MORRAS DISRUPTIVAS, CUESTIONAN CREENCIAS PARA SANAR

Tres profesionales de la salud crean espacios para hablar del cuerpo, las emociones y el placer, y construir comunidad entre mujeres.

LOCACIÓN: LIBRERÍA DEL FONDO CARLOS MONSIVÁIS

En un momento en el que cada vez más mujeres buscan espacios para hablar del cuerpo, las emociones y la autonomía, surge Morras Disruptivas, un proyecto impulsado por tres profesionales de la salud: Diana Elena Farías Name, nutrióloga; Ana Lucía Rodríguez Contreras, sexóloga, y Abril Segura Martínez, psicóloga, quienes decidieron unir sus experiencias para abrir conversaciones que muchas veces se evitan.

A través de talleres y encuentros, el colectivo promueve el cuestionamiento de creencias sobre el cuerpo, la comida, el placer y las relaciones. Su apuesta es generar comunidad y propiciar diálogos honestos entre mujeres que buscan entenderse mejor a sí mismas y a las narrativas que han marcado su forma de vivir.

$!Desde la nutrición, la sexología y la psicología impulsan conversaciones que invitan a cuestionar creencias.

¿Cómo surgió Morras Disruptivas y qué necesidad sienten que vino a cubrir para ustedes o su comunidad?

Morras es la extensión del taller “Redescubriéndome, un viaje de amor y plenitud con mi cuerpo” que hicimos para el 8M del año pasado. Éramos tres profesionales de la salud que, además de formarnos en diferentes áreas, hemos atravesado procesos propios. En aquel momento trabajábamos de manera paralela y surgió la idea de trabajar de manera colaborativa con el deseo de que más mujeres podamos parar la guerra con nosotras mismas.

¿Qué significa para el colectivo la palabra “disruptiva” y cómo se traduce eso en sus actividades y talleres?

Para Diana, es ir en contra de lo establecido y es la oportunidad de romper con creencias que nos limitan. Para Lucía, significa cuestionar temas que siempre fueron tabú y atrevernos a tener conversaciones incómodas, pero necesarias, para redescubrirnos. Y para Abril, significa cuestionar las narrativas que hemos escuchado y elegir de manera consciente hacia dónde queremos llevar nuestra vida.

$!A través de talleres y encuentros, buscan construir comunidad entre mujeres.

¿Cómo sus distintas carreras profesionales y áreas de experiencia han nutrido al proyecto?

Desde las tres áreas se invita a cuestionar y reflexionar. Y en lo particular, Diana, desde la nutrición no pesocentrista, cuestiona la cultura de la dieta y los estándares de belleza impuestos, para acompañar procesos de relación con la comida y neutralidad corporal. Lucía, desde la sexología, acompaña procesos a través del autoconocimiento, con el fin de reapropiarse de su deseo, placer y autonomía estableciendo nuevas formas de relacionarse consigo mismas. Por último, Abril, como psicóloga clínica, psicoeduca para integrar la experiencia, emociones, pensamientos, etc. que surgen a partir de las historias de aprendizaje personales y lo compartido en los espacios.
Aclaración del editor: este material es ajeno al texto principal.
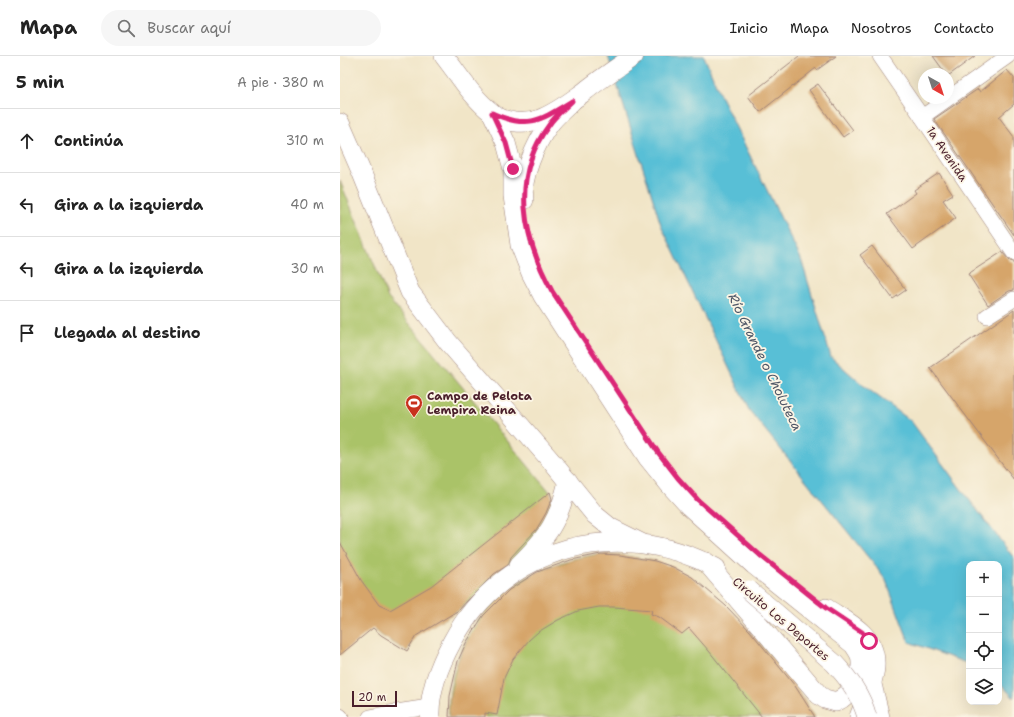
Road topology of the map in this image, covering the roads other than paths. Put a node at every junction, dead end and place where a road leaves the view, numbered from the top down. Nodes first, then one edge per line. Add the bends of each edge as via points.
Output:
1 (444, 56) edge
2 (634, 56) edge
3 (880, 56) edge
4 (1008, 56) edge
5 (578, 96) junction
6 (492, 113) junction
7 (922, 117) junction
8 (340, 123) edge
9 (1014, 254) edge
10 (1014, 299) edge
11 (987, 316) dead end
12 (568, 481) junction
13 (641, 543) junction
14 (706, 562) junction
15 (503, 581) junction
16 (873, 680) junction
17 (430, 712) edge
18 (370, 717) edge
19 (859, 717) edge
20 (867, 717) edge
21 (882, 717) edge

1 - 6 main road
2 - 5 main road
3 - 7 street, 1a Avenida
4 - 7 street
5 - 6 main road via 539,120 507,120
5 - 16 main road via 549,124 534,149 527,171 523,197 530,243 540,270 649,439 678,478 698,500 760,555 826,608 862,632 873,651
6 - 14 main road via 506,143 513,169 513,196 520,245 543,296 648,458 669,484 689,506 754,565 854,645 860,655 861,665 859,676 846,696 836,702 819,695
7 - 9 street, 1a Avenida
8 - 12 main road via 410,292 448,342
10 - 11 street
12 - 13 main road via 595,515 611,528
12 - 15 main road via 558,517 548,533
13 - 14 main road, Circuito Los Deportes via 685,553
13 - 15 main road, Circuito Los Deportes via 604,542 568,549 534,562
14 - 20 main road, Circuito Los Deportes, bridge via 749,590 834,663 858,692
15 - 17 main road, Circuito Los Deportes via 479,603 459,628 444,657
16 - 19 main road
16 - 21 street
17 - 18 street via 390,712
¿Cómo ha evolucionado el enfoque del grupo desde su creación hasta ahora?

El enfoque ha evolucionado a partir de la precisión con la que abordamos temas, ya no es un taller de 20 asistentes, tenemos más claro qué temas deseamos abordar, cómo podemos crear comunidad y cómo nos ha atravesado en diferentes áreas y momentos de nuestras vidas.

$!Diana Elena promueve una relación más consciente con la comida y cuestiona los estándares de belleza impuestos.

¿Qué retos han enfrentado al tratar temas como el cuerpo, las emociones y el placer en un contexto social que a veces los evade o estigmatiza?

Primer reto: Muchas veces conceptos como feminismo o patriarcado se presentan de forma muy polarizada. Esto genera confusión y desinformación, dificulta el diálogo y reduce la posibilidad de construir acuerdos. Cuando las ideas se simplifican en extremos, también se limita la diversidad de formas en que las personas pueden vivir su bienestar.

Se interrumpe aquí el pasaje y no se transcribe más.